# POC VPD 2.0 gut??? oder noch besserer Knieschoner???



## danielg40 (18. Juli 2012)

Servus,
hatte vor 11Wochen eine üble Pattelafraktur (Kniescheibe gebrochen).
Hatte Dainese Knie/Schienbeinschoner an!

Wahrscheinlich hat es mir den lenker in nem Anlieger ins Knie gerammt, weiss es nicht genau

Jetzt will ich die besten Knieschoner überhaupt haben...

Othesen von Asterisk oder Othema kammen auch in die Auswahl, wurde mir aber von abgeraten wegen zu arger Knieunterstützung!!

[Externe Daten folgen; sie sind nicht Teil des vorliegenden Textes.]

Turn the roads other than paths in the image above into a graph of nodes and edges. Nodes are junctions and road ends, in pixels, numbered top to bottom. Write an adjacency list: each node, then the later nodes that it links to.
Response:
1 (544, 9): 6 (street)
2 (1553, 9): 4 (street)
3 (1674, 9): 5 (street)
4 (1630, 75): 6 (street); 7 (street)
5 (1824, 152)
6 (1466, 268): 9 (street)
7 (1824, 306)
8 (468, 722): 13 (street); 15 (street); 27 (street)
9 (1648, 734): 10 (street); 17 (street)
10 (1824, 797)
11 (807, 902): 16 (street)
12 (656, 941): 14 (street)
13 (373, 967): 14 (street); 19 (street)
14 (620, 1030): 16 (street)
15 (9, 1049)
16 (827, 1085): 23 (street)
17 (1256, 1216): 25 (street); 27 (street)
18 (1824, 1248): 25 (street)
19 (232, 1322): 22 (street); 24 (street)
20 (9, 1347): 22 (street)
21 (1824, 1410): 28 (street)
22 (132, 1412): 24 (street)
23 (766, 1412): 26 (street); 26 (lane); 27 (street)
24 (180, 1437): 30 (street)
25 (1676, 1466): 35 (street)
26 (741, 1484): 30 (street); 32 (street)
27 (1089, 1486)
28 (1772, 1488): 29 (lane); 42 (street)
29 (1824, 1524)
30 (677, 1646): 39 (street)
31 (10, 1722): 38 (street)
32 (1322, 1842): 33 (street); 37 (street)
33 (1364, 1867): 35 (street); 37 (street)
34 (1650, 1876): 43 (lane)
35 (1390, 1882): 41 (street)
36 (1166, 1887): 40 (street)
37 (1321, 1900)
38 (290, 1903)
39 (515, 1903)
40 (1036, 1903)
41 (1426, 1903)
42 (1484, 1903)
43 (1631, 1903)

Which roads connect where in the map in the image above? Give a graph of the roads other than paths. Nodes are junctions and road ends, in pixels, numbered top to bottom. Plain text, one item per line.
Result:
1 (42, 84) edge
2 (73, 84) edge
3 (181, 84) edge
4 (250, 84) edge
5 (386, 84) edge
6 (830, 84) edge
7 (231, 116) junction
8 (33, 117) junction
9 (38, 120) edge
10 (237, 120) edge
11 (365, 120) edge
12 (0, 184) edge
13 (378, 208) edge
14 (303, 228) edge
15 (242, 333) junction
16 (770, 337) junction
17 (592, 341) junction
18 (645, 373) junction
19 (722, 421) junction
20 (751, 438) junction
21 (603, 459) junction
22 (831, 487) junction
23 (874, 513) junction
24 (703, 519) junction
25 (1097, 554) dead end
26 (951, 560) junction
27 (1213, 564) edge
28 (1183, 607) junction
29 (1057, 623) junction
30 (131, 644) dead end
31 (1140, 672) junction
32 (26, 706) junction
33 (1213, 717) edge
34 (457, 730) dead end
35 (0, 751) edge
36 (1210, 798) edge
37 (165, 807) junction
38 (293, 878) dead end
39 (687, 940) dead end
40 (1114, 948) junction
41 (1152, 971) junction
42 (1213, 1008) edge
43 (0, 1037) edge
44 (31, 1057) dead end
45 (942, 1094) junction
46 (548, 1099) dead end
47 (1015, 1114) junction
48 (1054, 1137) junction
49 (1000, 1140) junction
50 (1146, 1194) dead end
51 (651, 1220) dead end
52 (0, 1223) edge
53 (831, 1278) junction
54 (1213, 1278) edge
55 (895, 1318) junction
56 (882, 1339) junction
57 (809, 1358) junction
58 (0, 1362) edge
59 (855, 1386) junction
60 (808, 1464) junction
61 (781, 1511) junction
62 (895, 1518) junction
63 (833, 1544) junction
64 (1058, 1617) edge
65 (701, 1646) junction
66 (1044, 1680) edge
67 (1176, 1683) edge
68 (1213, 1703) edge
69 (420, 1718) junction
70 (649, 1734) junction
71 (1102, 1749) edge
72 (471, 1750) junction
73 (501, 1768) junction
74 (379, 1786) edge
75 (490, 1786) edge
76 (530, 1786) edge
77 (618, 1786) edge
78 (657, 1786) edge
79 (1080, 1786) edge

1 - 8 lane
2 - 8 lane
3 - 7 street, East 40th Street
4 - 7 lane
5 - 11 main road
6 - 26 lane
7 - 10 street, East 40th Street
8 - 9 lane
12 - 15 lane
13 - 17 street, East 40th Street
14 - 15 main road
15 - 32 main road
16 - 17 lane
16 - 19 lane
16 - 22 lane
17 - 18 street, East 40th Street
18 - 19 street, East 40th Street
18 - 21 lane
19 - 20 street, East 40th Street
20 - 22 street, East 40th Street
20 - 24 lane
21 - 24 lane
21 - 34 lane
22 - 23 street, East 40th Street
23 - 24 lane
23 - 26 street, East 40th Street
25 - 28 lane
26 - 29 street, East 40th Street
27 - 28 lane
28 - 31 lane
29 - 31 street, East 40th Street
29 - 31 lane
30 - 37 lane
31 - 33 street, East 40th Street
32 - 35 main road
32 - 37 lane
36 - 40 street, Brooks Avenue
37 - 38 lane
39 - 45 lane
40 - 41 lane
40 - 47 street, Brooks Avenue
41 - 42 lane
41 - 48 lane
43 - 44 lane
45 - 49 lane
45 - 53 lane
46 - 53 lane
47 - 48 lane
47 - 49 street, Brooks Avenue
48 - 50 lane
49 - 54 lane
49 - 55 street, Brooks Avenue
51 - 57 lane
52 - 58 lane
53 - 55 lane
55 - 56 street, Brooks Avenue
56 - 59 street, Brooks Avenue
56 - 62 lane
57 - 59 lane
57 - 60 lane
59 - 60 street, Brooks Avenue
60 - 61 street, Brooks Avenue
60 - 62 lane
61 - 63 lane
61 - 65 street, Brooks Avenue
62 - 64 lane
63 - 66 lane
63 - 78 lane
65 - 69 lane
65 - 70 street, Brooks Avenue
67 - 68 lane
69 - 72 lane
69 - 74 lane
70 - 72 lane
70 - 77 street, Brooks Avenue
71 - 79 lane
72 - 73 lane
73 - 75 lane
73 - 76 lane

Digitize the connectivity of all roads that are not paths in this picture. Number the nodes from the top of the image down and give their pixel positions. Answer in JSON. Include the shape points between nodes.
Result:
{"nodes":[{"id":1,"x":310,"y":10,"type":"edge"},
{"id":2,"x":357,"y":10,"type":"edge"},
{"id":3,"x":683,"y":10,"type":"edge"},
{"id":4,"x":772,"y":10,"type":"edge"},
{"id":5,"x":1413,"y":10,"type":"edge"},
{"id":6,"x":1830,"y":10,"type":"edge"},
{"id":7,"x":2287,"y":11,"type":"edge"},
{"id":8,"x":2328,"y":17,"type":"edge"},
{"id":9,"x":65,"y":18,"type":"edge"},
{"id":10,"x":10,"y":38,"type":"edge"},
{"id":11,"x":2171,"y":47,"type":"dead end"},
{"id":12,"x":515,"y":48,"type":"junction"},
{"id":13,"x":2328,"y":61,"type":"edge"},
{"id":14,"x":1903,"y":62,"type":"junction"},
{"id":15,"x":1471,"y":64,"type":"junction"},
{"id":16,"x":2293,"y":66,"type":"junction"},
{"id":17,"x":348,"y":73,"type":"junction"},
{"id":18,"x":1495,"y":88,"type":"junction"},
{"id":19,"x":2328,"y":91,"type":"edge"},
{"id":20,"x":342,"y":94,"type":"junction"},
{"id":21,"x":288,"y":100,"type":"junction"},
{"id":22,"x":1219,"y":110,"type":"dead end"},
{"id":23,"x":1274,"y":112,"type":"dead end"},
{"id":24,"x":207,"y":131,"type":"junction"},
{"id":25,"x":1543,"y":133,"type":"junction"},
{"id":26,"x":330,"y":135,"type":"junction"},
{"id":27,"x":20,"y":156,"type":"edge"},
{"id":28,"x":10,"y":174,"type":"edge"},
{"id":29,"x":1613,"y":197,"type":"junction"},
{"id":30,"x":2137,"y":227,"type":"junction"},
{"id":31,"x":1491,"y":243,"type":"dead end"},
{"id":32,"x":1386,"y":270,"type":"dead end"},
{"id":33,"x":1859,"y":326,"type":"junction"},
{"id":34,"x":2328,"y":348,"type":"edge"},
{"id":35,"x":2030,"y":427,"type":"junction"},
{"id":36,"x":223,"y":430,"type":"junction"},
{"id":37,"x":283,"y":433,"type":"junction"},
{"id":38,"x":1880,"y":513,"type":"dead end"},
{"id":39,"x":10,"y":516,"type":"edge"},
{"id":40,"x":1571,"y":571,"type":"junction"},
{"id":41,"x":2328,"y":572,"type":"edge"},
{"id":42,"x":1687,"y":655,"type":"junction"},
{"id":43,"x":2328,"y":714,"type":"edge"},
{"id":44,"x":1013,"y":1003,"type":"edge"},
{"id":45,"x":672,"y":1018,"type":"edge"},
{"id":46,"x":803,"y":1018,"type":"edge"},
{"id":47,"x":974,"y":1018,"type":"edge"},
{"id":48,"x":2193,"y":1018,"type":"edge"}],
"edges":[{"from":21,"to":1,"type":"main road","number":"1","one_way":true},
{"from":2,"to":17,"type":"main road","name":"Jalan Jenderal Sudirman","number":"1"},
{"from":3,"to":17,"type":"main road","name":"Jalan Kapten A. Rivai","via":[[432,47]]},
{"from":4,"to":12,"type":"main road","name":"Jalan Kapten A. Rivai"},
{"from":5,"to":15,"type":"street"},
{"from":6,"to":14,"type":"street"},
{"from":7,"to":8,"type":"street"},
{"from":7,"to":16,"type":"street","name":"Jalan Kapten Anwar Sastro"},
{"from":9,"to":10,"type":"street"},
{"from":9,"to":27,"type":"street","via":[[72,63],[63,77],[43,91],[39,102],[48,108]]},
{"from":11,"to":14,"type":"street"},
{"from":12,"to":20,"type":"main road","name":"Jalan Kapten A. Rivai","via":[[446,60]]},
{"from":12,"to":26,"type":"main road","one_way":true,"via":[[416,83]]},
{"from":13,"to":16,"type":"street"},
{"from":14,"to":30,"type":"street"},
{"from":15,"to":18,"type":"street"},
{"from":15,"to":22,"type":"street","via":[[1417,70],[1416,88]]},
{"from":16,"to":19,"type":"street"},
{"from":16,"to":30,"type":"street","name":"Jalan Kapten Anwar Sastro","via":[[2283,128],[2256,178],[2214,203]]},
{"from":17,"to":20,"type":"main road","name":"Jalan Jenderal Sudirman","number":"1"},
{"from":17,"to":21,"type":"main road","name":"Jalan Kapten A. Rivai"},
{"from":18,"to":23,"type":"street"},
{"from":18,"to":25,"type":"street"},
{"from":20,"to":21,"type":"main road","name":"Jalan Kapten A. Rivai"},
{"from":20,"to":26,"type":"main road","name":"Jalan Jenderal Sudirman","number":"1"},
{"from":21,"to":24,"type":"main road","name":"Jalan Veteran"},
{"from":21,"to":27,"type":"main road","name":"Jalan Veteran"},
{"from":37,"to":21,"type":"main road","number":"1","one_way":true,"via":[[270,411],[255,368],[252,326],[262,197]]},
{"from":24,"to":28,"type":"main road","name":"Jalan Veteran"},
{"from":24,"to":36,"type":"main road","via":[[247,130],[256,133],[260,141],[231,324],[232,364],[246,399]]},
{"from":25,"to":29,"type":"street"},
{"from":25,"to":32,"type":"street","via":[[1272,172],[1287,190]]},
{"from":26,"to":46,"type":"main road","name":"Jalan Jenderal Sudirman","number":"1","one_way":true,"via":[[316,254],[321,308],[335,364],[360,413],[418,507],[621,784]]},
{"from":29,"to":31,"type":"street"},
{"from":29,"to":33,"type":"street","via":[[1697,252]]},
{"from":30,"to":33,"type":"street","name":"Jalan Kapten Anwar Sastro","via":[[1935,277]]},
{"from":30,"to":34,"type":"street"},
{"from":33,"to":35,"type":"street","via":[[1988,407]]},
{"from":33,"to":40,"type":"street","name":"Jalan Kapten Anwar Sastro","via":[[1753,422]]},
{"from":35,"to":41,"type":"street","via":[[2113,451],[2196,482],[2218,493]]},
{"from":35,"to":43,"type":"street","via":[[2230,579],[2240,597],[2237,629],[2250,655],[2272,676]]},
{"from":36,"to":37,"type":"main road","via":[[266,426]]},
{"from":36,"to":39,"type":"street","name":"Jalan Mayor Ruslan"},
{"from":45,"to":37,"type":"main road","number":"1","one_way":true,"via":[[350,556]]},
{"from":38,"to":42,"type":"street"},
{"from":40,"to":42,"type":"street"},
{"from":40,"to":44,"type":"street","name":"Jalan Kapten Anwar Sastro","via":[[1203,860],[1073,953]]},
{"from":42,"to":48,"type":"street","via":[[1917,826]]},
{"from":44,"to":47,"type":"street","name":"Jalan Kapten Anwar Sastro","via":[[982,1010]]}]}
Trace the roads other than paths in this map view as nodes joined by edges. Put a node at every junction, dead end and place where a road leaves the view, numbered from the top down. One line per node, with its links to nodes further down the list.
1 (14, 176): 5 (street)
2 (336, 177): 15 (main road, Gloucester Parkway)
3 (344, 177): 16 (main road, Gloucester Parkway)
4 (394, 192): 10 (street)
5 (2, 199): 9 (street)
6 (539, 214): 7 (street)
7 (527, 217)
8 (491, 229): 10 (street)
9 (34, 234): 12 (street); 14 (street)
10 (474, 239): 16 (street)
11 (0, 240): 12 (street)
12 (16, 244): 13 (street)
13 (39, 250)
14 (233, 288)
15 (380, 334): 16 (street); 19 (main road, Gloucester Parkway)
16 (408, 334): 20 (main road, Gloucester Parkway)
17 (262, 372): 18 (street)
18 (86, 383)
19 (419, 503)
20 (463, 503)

Jetzt habe ich gerade sämtliche Schoner daheim zum anprobieren!

POC - Bone VPD
POC- Joint VPD 2.0 long
Poc - joint VPD 2.0 kurz
Raceface - ambush d30
RAceface - rally DH
Raceface - rally FR
Raceface - flank leg
661- rage knee
661- evo knee
alpinestars - moab knee
IXS - assault signature knee

wobei die Raceface Rally und der POC Bone ja eher wie eishockey schoner wirken!!

Am geilsten fühlen sich echt die POC VPD 2.0 long an...

Was meint ihr vom Schutz her??Welches sind da die besten,,, können die POC VPD 2.0 was?

dank euch


----------



## Agile (20. Juli 2012)

Race Face 2012 schützen Knie und Schienbein am besten. Leider sind die für längeres pedalieren nicht so gut.

IXS Assault Rinderknecht sind super, decken aber nicht wie die Race Face das komplette Schienbein ab. Pedalieren kann man mit denen super, Tragekomfort - TOP!
Hier ein Review:
http://www.fraktur-magazin.de/sonstiges/2012/ixsassaultknee/ixsassaultknee.php

661 Knieschoner liegen bei mir im Keller. Top Schutz aba wenn mal so wie bei mir die Flat Pedale aufs Schienbein knallt und man nur noch ne klaffende Wunde sieht, fährt man nur mehr mit Schienbeinschoner. 

POC hat mein Kumpel. mMn zu überteuertes Zeug. Verarbeitung ist nicht top, Plastikteile lösen sich vom Schoner etc etc....

Wenn du kompletten Schutz haben willst, nimm die Race Face 2012 FR.
Falls du noch pedalieren möchtest nimm die IXS Assault.


----------



## MTB-News.de




----------



## dubbel (20. Juli 2012)

danielg40 schrieb:


> Jetzt will ich die besten Knieschoner überhaupt haben...
> ...
> Was meint ihr vom Schutz her??Welches sind da die besten?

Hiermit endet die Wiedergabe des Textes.